> [Task]:
Give the number of lines below that contain the string "Конституции", and no other text.

§

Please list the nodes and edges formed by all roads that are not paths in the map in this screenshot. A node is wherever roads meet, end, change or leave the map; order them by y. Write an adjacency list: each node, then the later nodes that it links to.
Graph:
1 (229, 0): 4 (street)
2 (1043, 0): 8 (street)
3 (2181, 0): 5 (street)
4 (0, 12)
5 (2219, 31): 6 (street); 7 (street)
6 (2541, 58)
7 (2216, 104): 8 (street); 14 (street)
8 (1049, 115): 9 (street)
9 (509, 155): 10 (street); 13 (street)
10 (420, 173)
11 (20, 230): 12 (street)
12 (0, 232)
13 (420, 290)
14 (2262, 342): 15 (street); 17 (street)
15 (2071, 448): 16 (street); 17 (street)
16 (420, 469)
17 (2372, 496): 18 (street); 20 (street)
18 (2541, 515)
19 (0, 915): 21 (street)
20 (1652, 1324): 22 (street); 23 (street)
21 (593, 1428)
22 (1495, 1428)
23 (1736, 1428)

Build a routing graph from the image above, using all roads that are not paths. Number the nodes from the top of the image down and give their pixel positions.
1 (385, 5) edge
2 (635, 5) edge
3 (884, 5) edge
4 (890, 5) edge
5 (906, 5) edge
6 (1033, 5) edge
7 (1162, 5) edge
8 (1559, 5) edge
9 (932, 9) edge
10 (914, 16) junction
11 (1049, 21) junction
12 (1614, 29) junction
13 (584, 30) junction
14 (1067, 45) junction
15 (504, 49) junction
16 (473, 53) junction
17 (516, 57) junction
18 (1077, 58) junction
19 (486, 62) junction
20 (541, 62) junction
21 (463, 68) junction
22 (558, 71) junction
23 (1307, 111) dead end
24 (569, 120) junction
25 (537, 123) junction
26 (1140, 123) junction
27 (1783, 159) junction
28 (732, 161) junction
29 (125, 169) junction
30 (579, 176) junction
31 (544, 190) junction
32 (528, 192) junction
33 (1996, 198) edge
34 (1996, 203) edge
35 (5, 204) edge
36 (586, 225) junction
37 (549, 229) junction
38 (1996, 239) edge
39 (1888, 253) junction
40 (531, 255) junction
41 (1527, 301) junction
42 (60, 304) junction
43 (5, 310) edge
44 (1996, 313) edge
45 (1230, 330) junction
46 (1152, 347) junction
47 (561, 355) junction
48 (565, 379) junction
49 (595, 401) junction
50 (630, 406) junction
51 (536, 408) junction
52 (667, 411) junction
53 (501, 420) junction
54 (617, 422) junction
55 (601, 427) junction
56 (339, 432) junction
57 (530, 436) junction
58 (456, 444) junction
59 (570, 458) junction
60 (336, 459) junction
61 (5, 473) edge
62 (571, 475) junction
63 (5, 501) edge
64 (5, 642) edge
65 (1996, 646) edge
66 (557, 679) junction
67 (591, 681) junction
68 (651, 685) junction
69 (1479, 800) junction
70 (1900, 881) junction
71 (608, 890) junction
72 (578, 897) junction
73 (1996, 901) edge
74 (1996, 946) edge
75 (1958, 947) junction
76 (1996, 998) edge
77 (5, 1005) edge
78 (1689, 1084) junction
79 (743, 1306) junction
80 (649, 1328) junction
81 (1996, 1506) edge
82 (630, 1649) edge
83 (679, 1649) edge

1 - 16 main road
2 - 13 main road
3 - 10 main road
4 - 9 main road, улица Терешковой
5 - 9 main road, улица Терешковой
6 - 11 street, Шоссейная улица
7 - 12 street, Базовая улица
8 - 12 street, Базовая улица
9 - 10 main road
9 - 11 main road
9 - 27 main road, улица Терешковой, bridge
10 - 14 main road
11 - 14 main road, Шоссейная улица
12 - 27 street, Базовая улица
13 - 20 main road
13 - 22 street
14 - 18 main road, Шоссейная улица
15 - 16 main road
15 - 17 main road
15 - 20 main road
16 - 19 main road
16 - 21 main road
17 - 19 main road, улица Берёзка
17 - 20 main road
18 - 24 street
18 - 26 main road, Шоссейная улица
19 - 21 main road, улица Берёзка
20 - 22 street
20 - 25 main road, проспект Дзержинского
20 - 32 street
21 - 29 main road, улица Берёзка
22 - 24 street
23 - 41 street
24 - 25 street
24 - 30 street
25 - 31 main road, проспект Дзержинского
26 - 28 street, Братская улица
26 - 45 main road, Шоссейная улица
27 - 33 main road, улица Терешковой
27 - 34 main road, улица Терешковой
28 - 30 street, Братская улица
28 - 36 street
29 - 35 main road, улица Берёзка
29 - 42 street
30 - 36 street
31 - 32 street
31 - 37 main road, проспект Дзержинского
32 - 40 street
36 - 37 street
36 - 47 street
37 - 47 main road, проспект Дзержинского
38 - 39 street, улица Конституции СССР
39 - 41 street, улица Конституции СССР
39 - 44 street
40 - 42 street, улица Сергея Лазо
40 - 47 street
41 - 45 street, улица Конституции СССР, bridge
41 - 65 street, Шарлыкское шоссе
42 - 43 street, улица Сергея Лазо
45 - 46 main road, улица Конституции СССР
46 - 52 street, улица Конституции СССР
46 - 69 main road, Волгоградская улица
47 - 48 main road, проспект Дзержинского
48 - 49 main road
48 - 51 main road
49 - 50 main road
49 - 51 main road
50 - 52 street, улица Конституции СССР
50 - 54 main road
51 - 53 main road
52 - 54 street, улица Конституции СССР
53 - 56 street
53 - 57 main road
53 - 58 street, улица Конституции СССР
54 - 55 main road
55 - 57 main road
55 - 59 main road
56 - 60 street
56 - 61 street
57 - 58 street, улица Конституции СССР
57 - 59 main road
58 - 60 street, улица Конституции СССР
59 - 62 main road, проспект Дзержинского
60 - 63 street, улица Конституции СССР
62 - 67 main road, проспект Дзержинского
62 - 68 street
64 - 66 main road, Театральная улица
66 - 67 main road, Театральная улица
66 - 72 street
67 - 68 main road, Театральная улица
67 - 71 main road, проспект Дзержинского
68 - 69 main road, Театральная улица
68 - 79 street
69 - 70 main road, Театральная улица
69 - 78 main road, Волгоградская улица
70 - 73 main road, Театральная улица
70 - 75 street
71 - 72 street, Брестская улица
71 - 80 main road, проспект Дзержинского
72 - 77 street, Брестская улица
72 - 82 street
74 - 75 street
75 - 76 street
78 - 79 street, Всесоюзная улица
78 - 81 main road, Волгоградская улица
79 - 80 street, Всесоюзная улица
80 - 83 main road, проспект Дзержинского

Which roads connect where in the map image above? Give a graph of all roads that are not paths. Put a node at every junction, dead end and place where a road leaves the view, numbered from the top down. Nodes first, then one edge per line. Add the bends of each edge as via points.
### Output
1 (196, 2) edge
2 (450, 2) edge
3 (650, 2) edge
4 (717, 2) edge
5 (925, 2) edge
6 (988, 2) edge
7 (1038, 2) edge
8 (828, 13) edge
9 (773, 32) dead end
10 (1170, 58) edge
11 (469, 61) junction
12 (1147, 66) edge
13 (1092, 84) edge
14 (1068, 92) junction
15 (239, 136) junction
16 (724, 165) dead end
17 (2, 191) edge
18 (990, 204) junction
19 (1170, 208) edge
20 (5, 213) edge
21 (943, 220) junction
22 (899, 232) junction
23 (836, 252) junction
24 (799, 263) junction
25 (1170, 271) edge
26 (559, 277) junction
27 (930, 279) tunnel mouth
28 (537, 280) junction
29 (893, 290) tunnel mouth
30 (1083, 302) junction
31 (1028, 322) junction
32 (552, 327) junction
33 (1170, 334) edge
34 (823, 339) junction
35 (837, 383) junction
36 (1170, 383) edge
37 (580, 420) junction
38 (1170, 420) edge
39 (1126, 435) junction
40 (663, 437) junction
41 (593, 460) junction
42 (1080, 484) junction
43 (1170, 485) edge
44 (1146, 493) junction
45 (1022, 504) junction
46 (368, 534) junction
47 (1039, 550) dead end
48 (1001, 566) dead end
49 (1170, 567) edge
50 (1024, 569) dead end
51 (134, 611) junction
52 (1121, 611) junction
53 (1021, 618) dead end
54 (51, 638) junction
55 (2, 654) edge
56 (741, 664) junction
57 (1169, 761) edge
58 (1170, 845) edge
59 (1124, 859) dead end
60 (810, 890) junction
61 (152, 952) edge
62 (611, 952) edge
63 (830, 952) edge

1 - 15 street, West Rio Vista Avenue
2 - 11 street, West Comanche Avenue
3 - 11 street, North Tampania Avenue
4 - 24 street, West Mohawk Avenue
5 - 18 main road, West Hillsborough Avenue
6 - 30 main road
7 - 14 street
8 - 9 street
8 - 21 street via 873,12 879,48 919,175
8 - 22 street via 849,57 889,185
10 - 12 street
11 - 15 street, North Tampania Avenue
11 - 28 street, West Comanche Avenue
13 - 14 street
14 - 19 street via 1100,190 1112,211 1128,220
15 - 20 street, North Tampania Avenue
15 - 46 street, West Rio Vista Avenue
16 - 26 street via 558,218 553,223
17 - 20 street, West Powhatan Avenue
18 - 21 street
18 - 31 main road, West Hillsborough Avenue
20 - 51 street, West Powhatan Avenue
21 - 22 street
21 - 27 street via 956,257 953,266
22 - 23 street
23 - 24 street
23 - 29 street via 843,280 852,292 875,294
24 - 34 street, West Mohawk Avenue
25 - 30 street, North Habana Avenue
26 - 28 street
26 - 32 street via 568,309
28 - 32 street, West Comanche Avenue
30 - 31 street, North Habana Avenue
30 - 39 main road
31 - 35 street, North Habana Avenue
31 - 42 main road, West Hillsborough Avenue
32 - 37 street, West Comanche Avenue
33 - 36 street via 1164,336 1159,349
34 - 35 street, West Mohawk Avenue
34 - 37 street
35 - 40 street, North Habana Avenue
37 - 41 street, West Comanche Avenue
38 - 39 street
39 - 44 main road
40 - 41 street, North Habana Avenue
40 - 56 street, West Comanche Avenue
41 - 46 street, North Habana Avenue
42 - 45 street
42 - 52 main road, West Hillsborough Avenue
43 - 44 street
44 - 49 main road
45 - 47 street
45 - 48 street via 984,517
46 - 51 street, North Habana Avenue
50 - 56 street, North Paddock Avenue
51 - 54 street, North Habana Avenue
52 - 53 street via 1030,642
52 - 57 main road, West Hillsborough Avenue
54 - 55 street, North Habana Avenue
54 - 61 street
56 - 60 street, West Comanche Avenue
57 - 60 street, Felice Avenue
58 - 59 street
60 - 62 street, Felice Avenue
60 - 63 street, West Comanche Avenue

§

> [Your solution]:
11